WASHINGTON, D.C. (WJHL) – United States Senator Tim Kaine (D-VA) and Democrat colleagues introduced legislation to ban gun suppressors at the national level as an effort to improve law enforcement responses to mass shootings.
The “Help Empower Americans to Respond” or HEAR Act would ban the importation, sale, manufacture, transfer and possession of silencers/suppressors, devices designed to limit the sound and flash that follows a gunshot.
Tracking and locating the sound of gunfire is a large part of shooting responses by law enforcement, Kaine said, and the use of suppressors can reportedly impact the ability of police and detection systems to find a shooter.
Kaine cited the use of a silencer in a 2019 Virginia Beach mass shooting that left a dozen people dead as a large part of the bill’s inspiration.
“Law enforcement nearby, some heard the noise but they thought it was a nail gun or something like that because the silencer suppressed the noise,” Kaine said in a Wednesday call with members of the press. “So the shooting was not discovered until pretty far into it.
“Lives could have been saved had that silencer not been used.”
Language in the bill carves out exceptions for law enforcement officers, federal personnel and others working on behalf of governments. You can find the full text of the bill below:
Suppressors, silencers and other firearm sound devices are not banned at the federal level, but they do require a National Firearms Act tax stamp and registration to own.

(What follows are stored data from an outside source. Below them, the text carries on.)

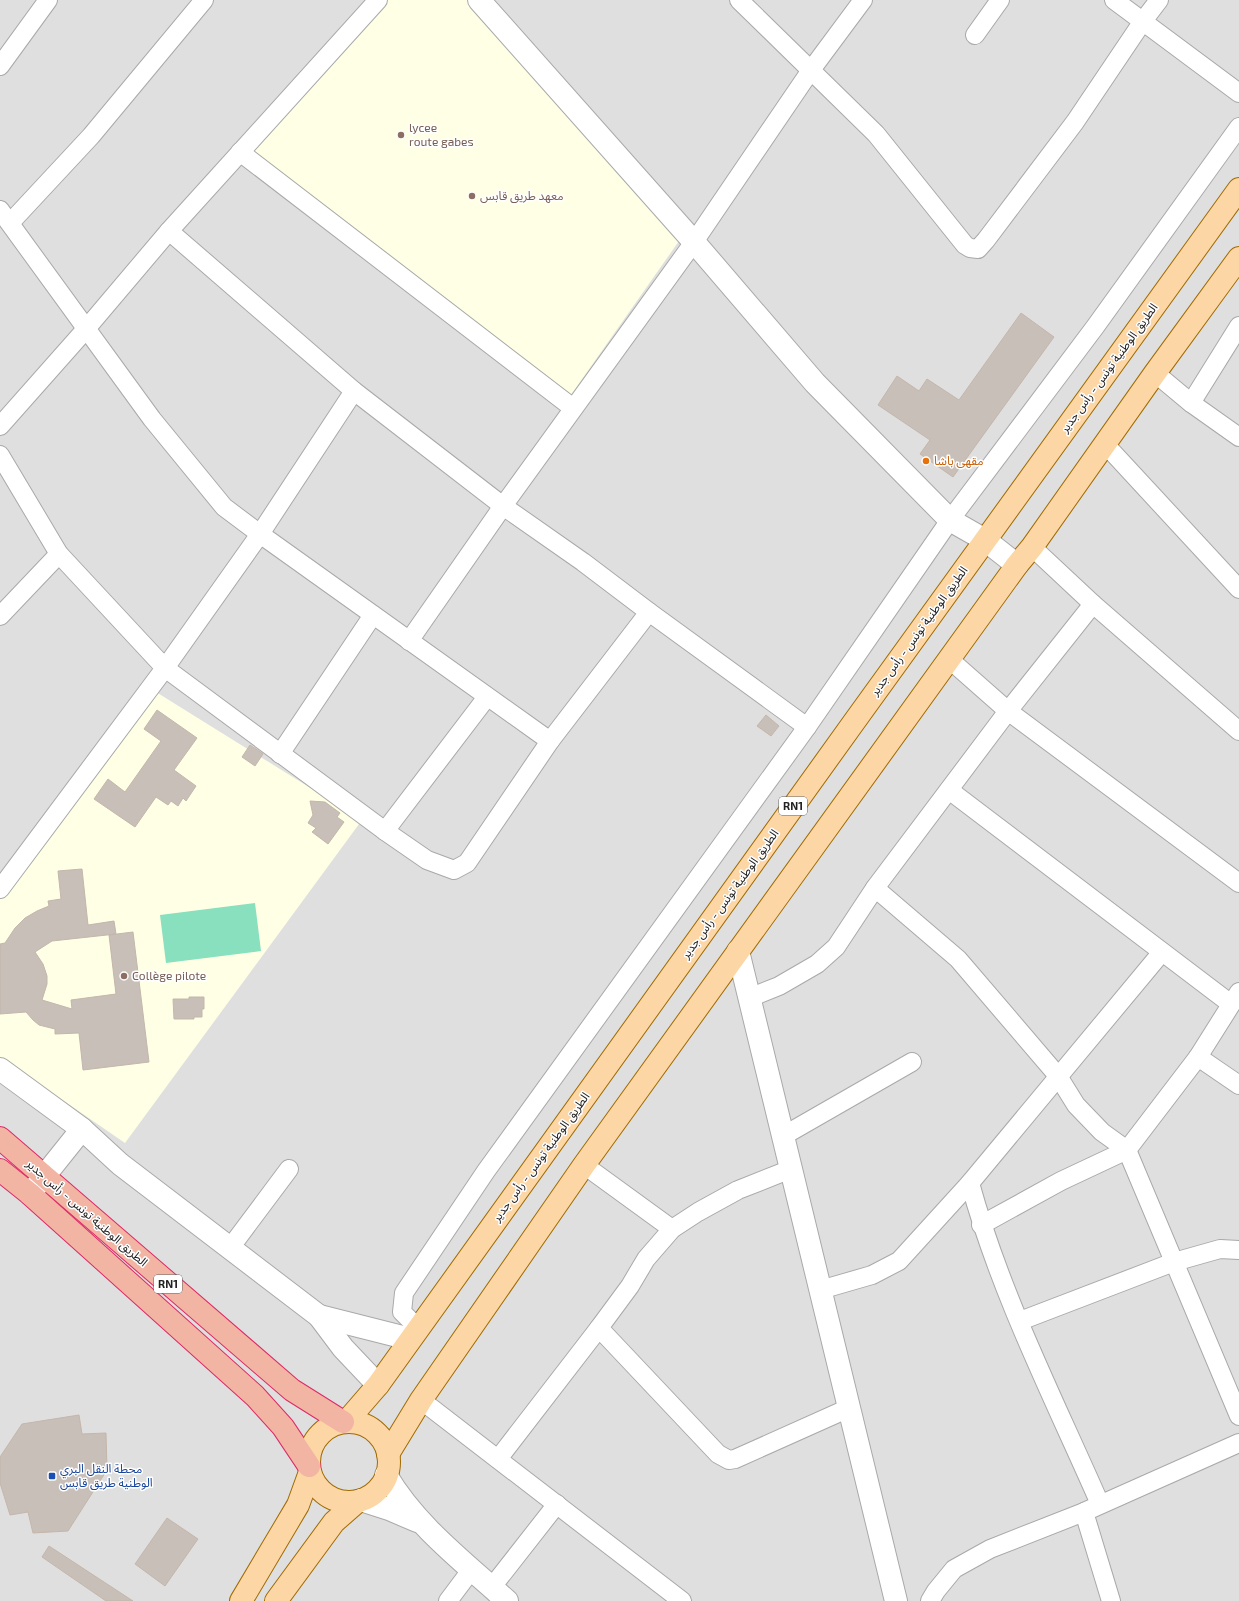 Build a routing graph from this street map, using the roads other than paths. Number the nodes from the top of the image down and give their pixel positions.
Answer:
1 (48, 0) edge
2 (204, 0) edge
3 (378, 0) edge
4 (478, 0) edge
5 (739, 0) edge
6 (863, 0) edge
7 (1000, 0) edge
8 (1114, 0) edge
9 (1160, 0) edge
10 (1143, 21) junction
11 (975, 35) dead end
12 (0, 66) edge
13 (811, 70) junction
14 (1239, 93) edge
15 (1239, 127) edge
16 (240, 152) junction
17 (1239, 189) edge
18 (5, 216) edge
19 (169, 231) junction
20 (694, 242) junction
21 (1239, 258) edge
22 (1239, 326) edge
23 (86, 329) junction
24 (1155, 373) junction
25 (354, 391) junction
26 (1191, 403) junction
27 (573, 408) junction
28 (0, 426) edge
29 (1239, 437) edge
30 (1104, 443) junction
31 (0, 455) edge
32 (503, 506) junction
33 (950, 520) junction
34 (260, 534) junction
35 (985, 540) junction
36 (1032, 547) junction
37 (59, 554) junction
38 (1017, 565) junction
39 (1239, 589) edge
40 (1093, 604) junction
41 (649, 612) junction
42 (0, 616) edge
43 (373, 616) junction
44 (409, 641) junction
45 (949, 659) junction
46 (165, 668) junction
47 (487, 697) junction
48 (1008, 711) junction
49 (807, 727) junction
50 (1239, 731) edge
51 (550, 742) junction
52 (280, 754) junction
53 (949, 790) junction
54 (385, 831) junction
55 (1239, 883) edge
56 (1, 886) edge
57 (876, 888) junction
58 (738, 951) junction
59 (1162, 952) junction
60 (749, 998) junction
61 (1235, 998) edge
62 (1198, 1057) junction
63 (912, 1062) dead end
64 (0, 1069) edge
65 (1058, 1076) junction
66 (1239, 1085) edge
67 (82, 1129) junction
68 (783, 1136) junction
69 (0, 1138) edge
70 (1127, 1150) junction
71 (584, 1164) junction
72 (289, 1169) dead end
73 (791, 1169) junction
74 (0, 1170) edge
75 (45, 1175) junction
76 (970, 1183) junction
77 (30, 1194) junction
78 (982, 1225) junction
79 (672, 1229) junction
80 (230, 1248) junction
81 (1239, 1250) edge
82 (1174, 1262) junction
83 (820, 1290) junction
84 (319, 1316) junction
85 (1020, 1322) junction
86 (599, 1328) junction
87 (414, 1334) junction
88 (378, 1385) junction
89 (421, 1400) junction
90 (849, 1408) junction
91 (1239, 1416) edge
92 (344, 1422) junction
93 (1238, 1447) edge
94 (498, 1459) junction
95 (387, 1465) junction
96 (309, 1469) junction
97 (359, 1501) junction
98 (557, 1504) junction
99 (1100, 1504) junction
100 (1084, 1512) junction
101 (420, 1522) junction
102 (472, 1569) junction
103 (499, 1594) edge
104 (241, 1601) edge
105 (276, 1601) edge
106 (448, 1601) edge
107 (682, 1601) edge
108 (896, 1601) edge
109 (930, 1601) edge
110 (1111, 1601) edge

1 - 12 street
2 - 18 street
3 - 16 street
4 - 20 street
5 - 13 street
6 - 13 street
7 - 11 street
8 - 10 street
9 - 10 street
10 - 13 street
10 - 14 street
13 - 20 street
15 - 33 street
16 - 19 street
16 - 27 street
17 - 35 main road, الطريق الوطنية تونس - رأس جدير / RN1
18 - 23 street
19 - 23 street
19 - 25 street
20 - 27 street
20 - 33 street
21 - 24 main road
22 - 26 street
23 - 28 street
23 - 34 street
24 - 26 street
24 - 30 main road
25 - 32 street
25 - 34 street
26 - 29 street
27 - 32 street
30 - 36 main road
30 - 39 street
31 - 37 street
32 - 41 street
32 - 44 street
33 - 35 street
33 - 49 street
34 - 43 street
34 - 46 street
35 - 38 street
35 - 87 main road, الطريق الوطنية تونس - رأس جدير / RN1
36 - 38 main road
36 - 40 street
37 - 42 street
37 - 46 street
38 - 45 main road
40 - 48 street
40 - 50 street
41 - 49 street
41 - 51 street
43 - 44 street
43 - 52 street
44 - 47 street
45 - 48 street
45 - 58 main road
46 - 52 street
46 - 56 street
47 - 51 street
47 - 54 street
48 - 53 street
48 - 55 street
49 - 87 street
51 - 54 street
52 - 54 street
53 - 57 street
53 - 59 street
57 - 60 street
57 - 65 street
58 - 60 street
58 - 71 main road
59 - 61 street
59 - 65 street
60 - 68 street
61 - 62 street
62 - 66 street
62 - 70 street
63 - 68 street
64 - 67 street
65 - 70 street
65 - 76 street
67 - 75 street
67 - 80 street
68 - 73 street
69 - 75 highway, الطريق الوطنية تونس - رأس جدير / RN1
70 - 78 street
70 - 82 street
71 - 79 street
71 - 89 main road
72 - 80 street
73 - 79 street
73 - 83 street
74 - 77 highway, الطريق الوطنية تونس - رأس جدير / RN1
75 - 77 street
75 - 92 highway, الطريق الوطنية تونس - رأس جدير / RN1
76 - 78 street
76 - 83 street
77 - 96 highway, الطريق الوطنية تونس - رأس جدير / RN1
78 - 85 street
79 - 86 street
80 - 84 street
81 - 82 street
82 - 85 street
82 - 91 street
83 - 90 street
84 - 87 street
84 - 88 street
85 - 99 street
86 - 90 street
86 - 94 street
87 - 88 main road, الطريق الوطنية تونس - رأس جدير / RN1
88 - 92 main road, الطريق الوطنية تونس - رأس جدير / RN1
89 - 94 street
89 - 95 main road
90 - 108 street
92 - 95 main road, RN1
92 - 96 main road, RN1
93 - 99 street
94 - 98 street
95 - 97 main road
95 - 101 street
96 - 97 main road, RN1
96 - 104 main road, RN1
97 - 101 street
97 - 105 main road
98 - 103 street
98 - 107 street
99 - 100 street
100 - 109 street
100 - 110 street
101 - 102 street
102 - 103 street
102 - 106 street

According to totals published by the Bureau of Alcohol, Tobacco, Firearms and Explosives, over 900,000 silencers were registered throughout the country in 2016.
The bill was filed by Senator Bob Menendez (D-NJ) alongside several Democrat co-sponsors:
- Blumenthal
- Booker
- Feinstein
- Hirono
- Kaine
- Markey
- Padilla
- Whitehouse
The bill also authorizes the use of buyback programs for silencer owners to hand over their devices before the law takes full effect.